[Start of section]
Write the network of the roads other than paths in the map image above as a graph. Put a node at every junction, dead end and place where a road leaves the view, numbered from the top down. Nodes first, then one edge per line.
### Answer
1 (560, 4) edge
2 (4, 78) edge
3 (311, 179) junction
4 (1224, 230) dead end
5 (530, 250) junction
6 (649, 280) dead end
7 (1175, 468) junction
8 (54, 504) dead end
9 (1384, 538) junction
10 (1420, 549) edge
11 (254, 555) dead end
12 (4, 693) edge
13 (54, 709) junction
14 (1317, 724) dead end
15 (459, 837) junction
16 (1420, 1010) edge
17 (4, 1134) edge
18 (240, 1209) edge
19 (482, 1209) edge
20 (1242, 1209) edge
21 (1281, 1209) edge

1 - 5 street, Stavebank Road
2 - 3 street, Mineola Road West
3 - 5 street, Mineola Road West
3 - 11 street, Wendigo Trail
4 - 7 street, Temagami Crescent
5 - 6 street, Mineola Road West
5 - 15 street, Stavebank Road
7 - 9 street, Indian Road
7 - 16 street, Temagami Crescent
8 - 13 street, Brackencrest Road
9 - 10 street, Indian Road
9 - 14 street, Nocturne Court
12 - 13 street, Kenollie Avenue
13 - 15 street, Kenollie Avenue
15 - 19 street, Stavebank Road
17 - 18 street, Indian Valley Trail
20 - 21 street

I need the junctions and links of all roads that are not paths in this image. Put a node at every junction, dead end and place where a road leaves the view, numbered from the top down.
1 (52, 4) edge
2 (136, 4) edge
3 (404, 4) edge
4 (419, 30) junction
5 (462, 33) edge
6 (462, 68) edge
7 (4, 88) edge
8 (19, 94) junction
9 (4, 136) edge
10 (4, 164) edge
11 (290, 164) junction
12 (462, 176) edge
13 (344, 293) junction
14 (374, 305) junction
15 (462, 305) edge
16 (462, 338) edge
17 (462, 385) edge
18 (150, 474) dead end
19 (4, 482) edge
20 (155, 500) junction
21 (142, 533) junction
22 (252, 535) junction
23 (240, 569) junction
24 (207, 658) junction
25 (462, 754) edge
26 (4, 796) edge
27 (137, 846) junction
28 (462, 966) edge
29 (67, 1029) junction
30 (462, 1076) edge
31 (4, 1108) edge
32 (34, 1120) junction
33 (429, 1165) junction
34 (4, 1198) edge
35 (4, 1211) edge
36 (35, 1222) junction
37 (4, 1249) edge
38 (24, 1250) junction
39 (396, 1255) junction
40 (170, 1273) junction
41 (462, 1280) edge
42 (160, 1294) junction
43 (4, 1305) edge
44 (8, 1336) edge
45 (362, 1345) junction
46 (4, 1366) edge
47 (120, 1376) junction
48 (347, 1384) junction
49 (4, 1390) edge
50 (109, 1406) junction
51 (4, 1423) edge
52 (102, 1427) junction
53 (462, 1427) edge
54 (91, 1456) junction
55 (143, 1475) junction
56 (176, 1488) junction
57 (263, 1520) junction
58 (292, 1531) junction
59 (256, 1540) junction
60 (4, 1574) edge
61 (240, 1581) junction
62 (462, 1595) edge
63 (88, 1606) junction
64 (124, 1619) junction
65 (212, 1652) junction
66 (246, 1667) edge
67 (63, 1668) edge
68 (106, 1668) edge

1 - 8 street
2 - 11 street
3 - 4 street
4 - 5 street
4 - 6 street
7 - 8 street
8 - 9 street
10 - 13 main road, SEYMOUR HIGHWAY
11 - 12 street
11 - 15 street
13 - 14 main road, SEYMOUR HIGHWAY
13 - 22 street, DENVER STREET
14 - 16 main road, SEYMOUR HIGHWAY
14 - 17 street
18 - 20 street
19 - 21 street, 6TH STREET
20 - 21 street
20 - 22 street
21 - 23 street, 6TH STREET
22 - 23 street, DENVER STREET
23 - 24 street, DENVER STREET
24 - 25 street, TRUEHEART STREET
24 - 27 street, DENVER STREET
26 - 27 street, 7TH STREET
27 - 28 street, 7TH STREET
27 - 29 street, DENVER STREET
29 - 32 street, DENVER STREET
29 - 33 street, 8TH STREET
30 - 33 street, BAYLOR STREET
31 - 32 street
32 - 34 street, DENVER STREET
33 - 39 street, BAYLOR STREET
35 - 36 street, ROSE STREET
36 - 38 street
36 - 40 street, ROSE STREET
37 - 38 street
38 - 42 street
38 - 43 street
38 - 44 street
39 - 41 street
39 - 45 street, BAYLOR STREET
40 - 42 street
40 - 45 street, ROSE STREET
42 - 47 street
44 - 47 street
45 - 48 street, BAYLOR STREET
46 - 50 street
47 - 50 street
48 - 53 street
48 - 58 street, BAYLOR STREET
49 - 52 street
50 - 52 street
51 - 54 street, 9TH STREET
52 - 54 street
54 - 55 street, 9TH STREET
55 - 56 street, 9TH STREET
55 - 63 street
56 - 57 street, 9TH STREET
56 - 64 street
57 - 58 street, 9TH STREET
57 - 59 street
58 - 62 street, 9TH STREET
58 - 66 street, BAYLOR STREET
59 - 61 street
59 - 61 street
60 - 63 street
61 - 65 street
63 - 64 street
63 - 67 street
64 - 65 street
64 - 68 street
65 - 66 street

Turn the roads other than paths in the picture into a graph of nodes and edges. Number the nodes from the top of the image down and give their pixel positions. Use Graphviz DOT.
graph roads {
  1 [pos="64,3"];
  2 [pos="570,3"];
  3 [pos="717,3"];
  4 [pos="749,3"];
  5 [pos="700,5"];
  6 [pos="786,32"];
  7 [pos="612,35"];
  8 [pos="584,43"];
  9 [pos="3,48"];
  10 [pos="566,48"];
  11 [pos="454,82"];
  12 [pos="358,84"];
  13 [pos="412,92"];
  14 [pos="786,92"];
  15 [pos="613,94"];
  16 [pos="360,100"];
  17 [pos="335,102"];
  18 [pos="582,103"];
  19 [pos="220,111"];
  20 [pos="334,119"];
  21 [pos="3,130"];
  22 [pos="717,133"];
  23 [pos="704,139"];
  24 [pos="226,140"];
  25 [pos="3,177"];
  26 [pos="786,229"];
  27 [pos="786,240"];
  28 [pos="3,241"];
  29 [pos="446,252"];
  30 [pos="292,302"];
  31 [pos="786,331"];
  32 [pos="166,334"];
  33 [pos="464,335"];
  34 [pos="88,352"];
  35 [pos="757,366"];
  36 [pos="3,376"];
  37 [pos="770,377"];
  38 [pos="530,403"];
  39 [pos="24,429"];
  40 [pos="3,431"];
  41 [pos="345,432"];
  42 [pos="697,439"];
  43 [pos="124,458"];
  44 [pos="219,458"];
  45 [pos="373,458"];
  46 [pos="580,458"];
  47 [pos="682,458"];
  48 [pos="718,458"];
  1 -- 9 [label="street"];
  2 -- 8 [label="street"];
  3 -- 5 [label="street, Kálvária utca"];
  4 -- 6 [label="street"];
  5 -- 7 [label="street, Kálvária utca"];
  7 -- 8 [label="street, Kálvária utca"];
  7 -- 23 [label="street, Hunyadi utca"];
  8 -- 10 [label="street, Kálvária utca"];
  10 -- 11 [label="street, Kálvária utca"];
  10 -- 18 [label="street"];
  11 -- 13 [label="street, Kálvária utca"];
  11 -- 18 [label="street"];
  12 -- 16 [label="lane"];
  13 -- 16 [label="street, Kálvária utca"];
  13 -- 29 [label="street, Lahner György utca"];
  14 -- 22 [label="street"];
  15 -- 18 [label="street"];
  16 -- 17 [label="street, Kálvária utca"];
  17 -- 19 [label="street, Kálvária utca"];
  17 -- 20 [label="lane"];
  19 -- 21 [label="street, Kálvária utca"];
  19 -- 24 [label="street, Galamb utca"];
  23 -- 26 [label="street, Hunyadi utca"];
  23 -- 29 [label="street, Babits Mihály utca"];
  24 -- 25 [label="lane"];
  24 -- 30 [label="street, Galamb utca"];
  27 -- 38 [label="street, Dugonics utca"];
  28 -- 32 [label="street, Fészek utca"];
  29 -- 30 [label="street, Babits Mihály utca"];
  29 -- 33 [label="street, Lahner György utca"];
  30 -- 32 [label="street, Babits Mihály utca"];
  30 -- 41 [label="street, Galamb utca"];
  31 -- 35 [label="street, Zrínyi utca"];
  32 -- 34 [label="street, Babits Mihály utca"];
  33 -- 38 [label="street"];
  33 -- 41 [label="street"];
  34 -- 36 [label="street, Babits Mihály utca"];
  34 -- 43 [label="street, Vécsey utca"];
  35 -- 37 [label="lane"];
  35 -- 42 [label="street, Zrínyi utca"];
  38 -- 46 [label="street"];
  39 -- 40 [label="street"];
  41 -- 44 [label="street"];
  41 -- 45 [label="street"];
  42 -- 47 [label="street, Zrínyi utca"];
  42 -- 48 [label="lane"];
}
[End of section]
## Your instructions
Say how many lines of the listing above include the word "lane", and give no other text.

## Answer section
5